§ **BRIEF**
All lines containing the string "nodes" must be copied from the entries.

§ **STORED DATA**
+ + + + +

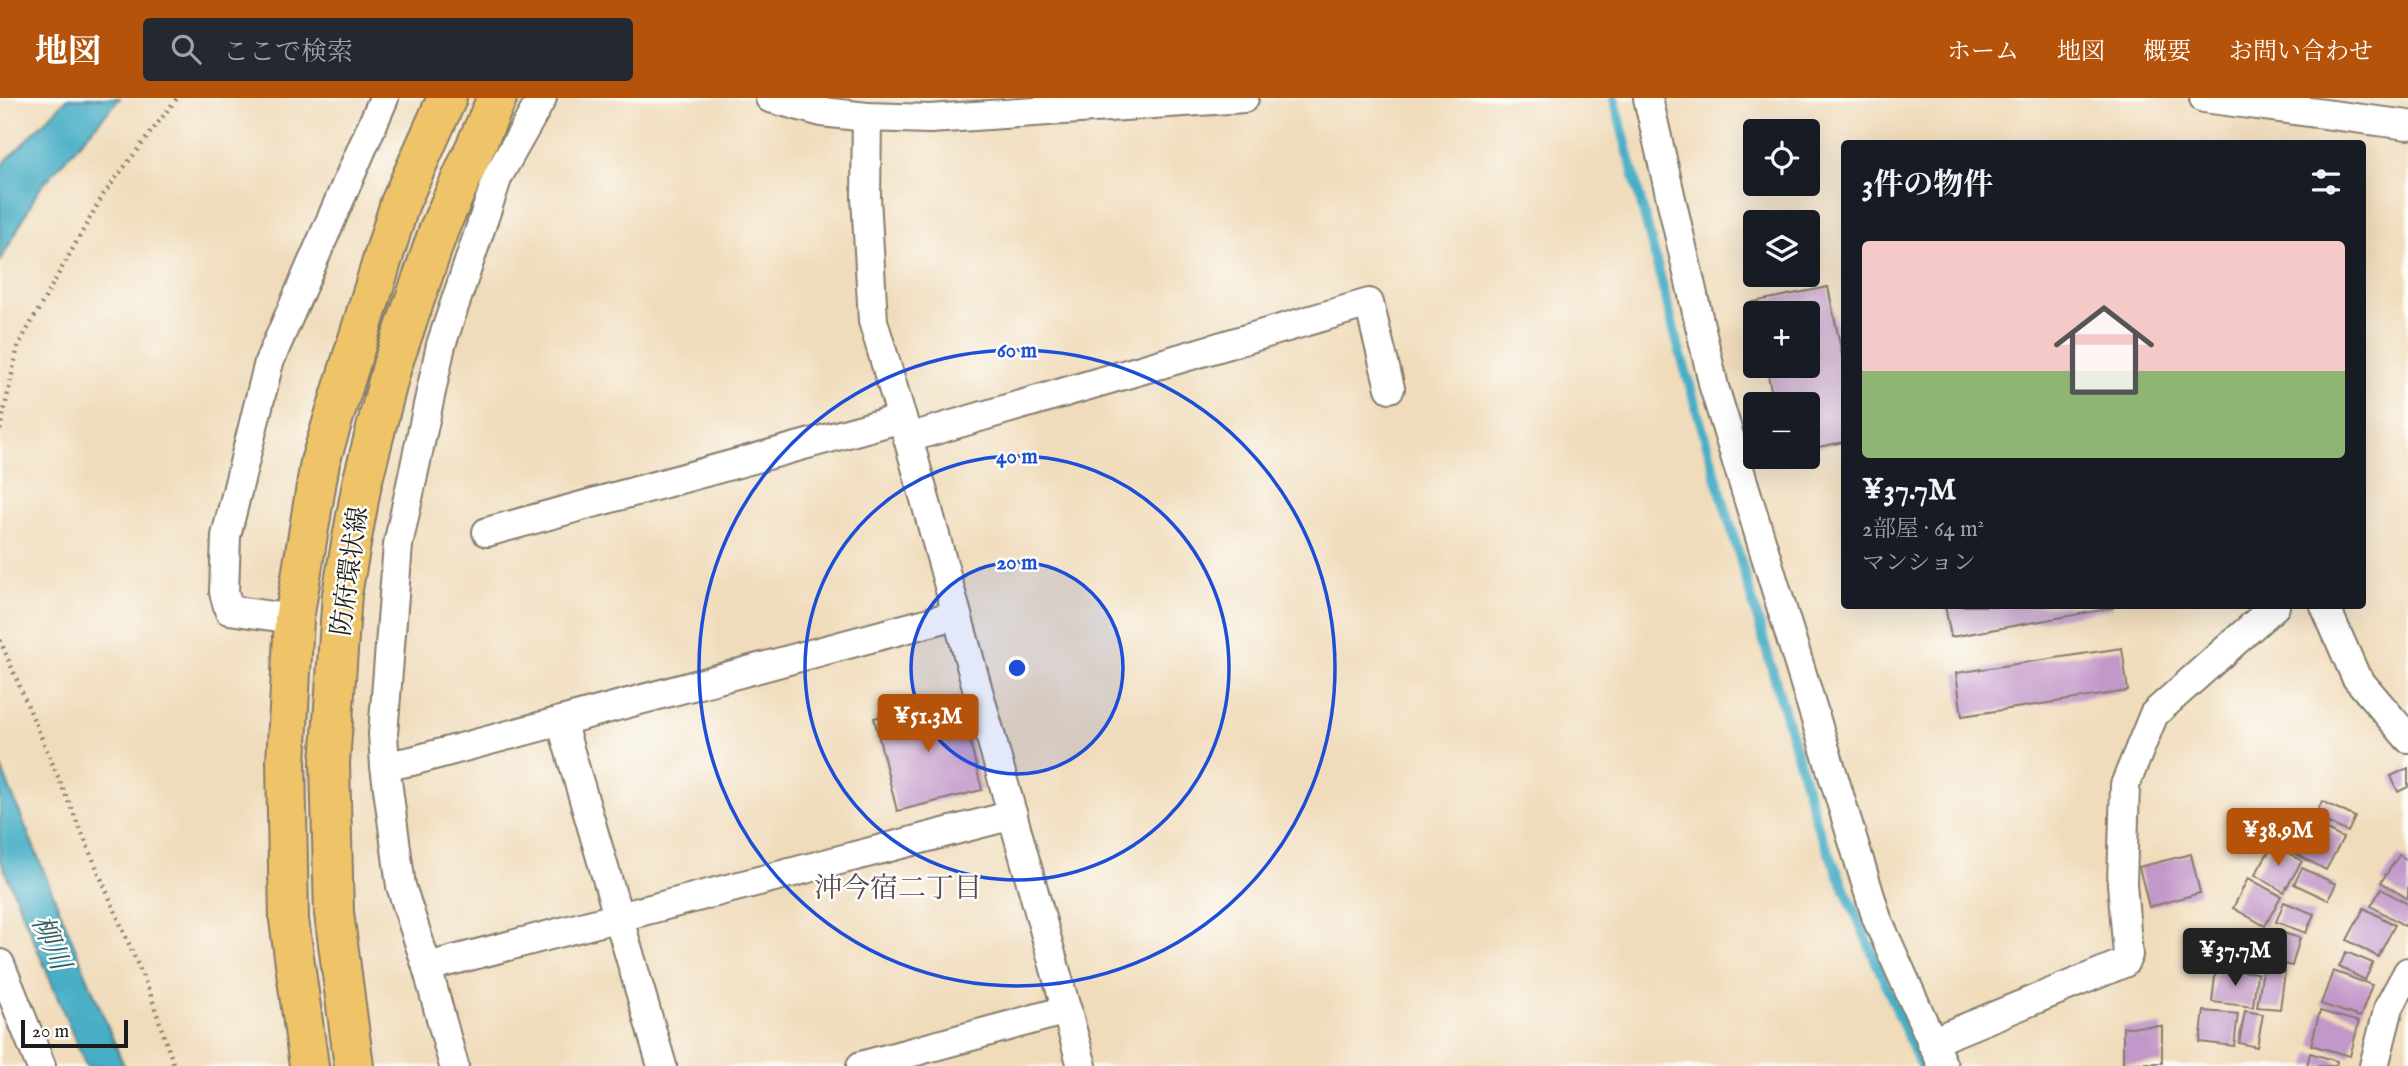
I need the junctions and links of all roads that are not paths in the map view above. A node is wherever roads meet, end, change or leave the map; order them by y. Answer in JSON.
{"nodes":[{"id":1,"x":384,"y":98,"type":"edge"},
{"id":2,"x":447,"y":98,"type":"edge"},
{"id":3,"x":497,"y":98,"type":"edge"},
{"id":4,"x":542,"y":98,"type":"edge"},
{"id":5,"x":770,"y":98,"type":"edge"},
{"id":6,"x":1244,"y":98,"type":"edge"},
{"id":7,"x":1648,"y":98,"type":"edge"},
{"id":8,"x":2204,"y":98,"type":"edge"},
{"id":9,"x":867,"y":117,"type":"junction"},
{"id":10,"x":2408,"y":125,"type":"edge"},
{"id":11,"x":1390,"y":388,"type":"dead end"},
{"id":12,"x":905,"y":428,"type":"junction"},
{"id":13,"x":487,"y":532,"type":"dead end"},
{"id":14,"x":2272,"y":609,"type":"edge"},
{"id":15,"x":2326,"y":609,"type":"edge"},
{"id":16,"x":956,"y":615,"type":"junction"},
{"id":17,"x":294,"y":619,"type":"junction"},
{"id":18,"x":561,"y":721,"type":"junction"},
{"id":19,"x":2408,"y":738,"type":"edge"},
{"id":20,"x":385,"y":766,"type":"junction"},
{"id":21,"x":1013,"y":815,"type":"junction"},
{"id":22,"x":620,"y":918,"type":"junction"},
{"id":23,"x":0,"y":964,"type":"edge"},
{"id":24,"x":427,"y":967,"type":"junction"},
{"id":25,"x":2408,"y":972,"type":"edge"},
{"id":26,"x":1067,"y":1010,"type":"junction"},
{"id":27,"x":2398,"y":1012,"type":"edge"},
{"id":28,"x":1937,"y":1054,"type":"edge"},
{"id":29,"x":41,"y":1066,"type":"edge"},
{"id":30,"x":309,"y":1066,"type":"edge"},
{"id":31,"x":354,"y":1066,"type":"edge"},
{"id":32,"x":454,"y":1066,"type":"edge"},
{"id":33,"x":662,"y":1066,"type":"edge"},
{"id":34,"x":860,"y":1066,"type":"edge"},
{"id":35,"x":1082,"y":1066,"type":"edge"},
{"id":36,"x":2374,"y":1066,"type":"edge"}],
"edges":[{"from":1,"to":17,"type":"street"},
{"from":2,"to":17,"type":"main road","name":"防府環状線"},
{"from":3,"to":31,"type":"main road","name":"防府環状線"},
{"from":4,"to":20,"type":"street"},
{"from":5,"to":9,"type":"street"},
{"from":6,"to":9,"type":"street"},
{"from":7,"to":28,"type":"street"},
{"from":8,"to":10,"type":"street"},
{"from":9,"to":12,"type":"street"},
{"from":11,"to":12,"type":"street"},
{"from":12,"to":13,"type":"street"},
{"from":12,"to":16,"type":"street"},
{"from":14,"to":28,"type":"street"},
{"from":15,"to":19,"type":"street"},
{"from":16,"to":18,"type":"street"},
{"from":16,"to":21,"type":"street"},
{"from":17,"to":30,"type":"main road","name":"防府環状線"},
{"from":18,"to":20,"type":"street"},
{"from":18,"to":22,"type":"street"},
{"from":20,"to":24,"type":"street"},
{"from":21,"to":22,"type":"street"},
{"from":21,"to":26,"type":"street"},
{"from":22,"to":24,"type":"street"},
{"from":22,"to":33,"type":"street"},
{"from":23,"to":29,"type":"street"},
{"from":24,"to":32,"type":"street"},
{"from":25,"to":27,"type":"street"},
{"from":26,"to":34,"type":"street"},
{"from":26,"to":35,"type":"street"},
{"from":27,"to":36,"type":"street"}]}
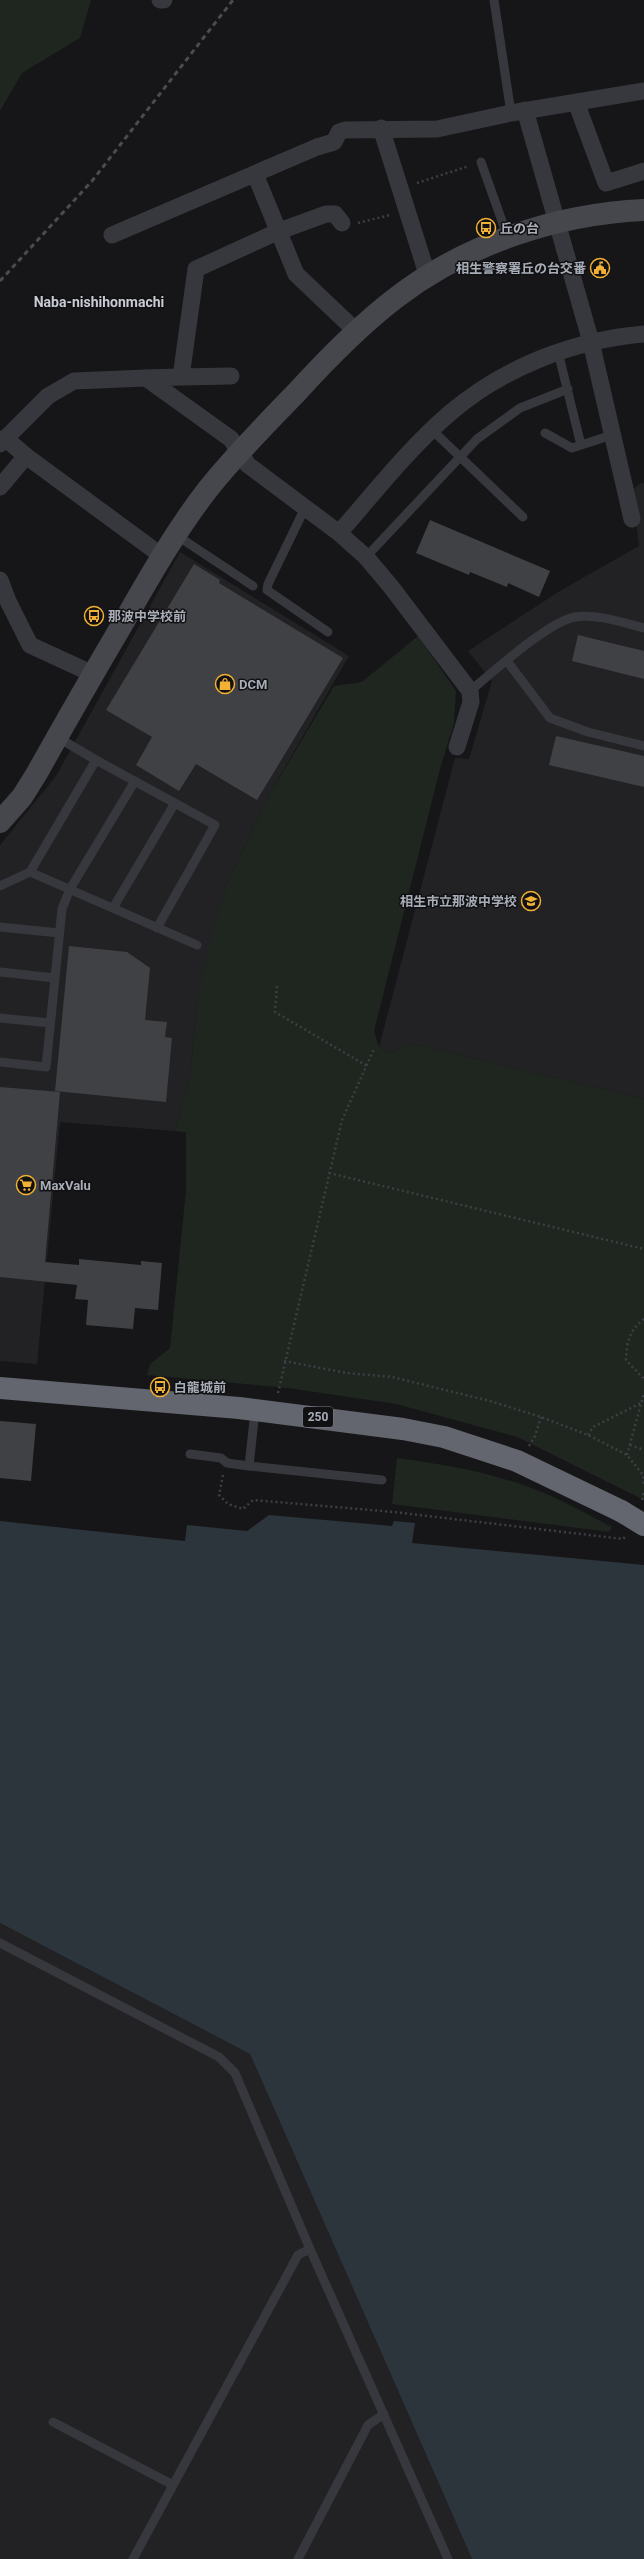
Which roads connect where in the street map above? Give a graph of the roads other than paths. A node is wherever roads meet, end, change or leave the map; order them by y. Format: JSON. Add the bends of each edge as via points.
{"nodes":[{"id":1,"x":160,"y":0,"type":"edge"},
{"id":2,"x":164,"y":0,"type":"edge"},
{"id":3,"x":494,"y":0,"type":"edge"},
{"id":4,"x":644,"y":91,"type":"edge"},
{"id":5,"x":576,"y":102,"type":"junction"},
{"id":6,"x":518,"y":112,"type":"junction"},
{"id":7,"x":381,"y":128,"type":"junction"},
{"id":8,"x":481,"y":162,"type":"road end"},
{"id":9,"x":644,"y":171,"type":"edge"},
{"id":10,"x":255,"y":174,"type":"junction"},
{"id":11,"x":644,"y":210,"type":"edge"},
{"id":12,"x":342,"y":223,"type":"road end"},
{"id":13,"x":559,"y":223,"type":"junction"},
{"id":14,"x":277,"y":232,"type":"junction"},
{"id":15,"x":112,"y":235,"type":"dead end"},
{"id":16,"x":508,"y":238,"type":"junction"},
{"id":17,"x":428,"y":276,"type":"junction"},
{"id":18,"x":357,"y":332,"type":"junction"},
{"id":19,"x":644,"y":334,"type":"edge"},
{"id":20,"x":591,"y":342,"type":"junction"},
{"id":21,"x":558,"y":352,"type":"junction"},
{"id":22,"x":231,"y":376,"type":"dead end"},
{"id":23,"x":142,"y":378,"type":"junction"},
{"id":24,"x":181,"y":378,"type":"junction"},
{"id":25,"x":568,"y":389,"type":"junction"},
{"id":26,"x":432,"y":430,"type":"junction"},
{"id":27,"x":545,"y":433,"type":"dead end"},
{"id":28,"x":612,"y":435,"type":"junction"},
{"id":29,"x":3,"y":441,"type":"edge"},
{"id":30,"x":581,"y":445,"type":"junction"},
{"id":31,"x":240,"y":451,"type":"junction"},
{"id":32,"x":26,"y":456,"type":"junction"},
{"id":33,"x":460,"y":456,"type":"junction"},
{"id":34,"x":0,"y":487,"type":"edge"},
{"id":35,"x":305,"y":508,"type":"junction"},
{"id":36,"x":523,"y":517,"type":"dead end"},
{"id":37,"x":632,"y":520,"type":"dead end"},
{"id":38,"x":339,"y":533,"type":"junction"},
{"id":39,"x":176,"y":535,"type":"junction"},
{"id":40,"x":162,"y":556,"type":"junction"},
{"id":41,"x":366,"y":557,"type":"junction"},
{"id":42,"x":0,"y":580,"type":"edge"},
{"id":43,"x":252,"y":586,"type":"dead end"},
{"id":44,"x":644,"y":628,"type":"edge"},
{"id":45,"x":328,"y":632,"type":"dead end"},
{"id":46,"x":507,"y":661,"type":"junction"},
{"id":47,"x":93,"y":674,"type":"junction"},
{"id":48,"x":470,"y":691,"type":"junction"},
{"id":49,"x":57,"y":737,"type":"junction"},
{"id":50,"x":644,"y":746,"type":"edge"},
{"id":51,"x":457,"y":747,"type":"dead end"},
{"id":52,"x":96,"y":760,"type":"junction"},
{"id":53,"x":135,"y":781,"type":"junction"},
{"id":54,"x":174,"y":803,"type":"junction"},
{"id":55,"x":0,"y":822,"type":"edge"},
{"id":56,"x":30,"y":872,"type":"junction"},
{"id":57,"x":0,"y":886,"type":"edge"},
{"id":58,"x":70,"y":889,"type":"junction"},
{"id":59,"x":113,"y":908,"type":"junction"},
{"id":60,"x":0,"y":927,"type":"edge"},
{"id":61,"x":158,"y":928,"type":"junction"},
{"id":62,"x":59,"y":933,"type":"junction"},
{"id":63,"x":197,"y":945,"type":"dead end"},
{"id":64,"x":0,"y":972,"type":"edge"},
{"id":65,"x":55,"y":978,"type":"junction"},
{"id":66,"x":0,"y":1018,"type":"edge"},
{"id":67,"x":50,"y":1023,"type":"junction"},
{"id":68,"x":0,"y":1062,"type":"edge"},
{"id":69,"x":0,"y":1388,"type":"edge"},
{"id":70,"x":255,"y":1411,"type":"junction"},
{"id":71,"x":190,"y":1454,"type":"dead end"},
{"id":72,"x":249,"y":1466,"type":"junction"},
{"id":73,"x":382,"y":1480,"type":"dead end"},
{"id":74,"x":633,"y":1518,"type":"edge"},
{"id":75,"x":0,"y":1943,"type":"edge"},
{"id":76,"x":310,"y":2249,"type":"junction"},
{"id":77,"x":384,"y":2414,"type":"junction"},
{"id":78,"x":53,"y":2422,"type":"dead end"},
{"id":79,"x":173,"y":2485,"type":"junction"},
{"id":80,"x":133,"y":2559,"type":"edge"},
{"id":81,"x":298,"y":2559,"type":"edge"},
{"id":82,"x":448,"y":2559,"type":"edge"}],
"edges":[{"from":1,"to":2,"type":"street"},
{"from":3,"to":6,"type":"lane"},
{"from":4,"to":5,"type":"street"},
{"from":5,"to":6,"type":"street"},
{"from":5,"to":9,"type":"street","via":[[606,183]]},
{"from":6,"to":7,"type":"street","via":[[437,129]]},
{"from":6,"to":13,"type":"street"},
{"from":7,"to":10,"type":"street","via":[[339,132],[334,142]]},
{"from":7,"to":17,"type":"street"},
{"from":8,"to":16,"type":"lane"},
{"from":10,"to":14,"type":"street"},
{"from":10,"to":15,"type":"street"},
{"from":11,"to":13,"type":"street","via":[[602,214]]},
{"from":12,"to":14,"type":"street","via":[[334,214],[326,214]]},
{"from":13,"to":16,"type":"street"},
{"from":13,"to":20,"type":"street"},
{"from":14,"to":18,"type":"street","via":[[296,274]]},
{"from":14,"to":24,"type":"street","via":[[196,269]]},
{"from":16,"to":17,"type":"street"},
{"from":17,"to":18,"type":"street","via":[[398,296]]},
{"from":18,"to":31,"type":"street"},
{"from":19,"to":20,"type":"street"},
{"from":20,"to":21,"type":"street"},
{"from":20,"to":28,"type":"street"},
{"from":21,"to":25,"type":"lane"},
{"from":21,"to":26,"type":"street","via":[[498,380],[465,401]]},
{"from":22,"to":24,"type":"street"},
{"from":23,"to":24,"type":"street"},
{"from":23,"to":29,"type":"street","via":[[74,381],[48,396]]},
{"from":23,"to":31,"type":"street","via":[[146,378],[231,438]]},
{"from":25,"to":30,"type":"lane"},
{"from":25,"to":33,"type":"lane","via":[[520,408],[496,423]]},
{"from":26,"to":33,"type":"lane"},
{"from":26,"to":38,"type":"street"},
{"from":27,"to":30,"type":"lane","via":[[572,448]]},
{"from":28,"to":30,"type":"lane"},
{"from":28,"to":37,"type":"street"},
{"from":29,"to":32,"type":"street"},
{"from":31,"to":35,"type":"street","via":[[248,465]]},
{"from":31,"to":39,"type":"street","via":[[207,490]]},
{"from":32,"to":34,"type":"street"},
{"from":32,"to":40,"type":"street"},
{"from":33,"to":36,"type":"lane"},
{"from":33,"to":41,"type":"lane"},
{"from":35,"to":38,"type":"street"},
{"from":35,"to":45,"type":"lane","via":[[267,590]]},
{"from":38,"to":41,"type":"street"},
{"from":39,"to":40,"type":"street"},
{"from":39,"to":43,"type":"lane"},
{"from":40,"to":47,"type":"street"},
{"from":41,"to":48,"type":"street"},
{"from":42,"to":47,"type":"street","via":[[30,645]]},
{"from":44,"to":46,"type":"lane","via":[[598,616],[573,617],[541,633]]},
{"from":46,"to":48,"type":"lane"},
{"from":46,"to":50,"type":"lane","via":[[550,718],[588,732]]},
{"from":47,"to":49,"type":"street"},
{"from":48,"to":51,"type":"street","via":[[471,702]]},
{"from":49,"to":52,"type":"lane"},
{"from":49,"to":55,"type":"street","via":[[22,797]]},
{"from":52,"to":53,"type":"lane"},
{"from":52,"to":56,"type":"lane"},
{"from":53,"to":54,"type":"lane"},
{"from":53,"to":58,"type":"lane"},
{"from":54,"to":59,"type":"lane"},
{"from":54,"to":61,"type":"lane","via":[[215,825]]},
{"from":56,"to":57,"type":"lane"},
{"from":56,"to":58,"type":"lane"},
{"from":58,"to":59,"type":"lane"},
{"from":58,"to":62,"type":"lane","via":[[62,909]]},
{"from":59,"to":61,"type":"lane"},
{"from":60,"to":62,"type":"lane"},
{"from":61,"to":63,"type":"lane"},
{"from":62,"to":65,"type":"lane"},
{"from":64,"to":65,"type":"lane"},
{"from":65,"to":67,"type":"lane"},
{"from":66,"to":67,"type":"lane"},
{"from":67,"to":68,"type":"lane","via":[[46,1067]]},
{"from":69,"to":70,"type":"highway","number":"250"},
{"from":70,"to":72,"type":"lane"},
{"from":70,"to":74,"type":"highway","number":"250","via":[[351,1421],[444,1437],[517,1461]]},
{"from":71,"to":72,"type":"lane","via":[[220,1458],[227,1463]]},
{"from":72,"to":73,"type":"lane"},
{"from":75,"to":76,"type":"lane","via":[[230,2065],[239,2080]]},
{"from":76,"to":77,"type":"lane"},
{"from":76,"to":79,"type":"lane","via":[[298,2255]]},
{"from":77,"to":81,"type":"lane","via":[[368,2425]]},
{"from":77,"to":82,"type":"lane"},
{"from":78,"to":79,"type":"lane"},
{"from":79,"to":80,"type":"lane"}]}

+ + + + +

§ **TASK RESULT**
{"nodes":[{"id":1,"x":384,"y":98,"type":"edge"},
{"nodes":[{"id":1,"x":160,"y":0,"type":"edge"},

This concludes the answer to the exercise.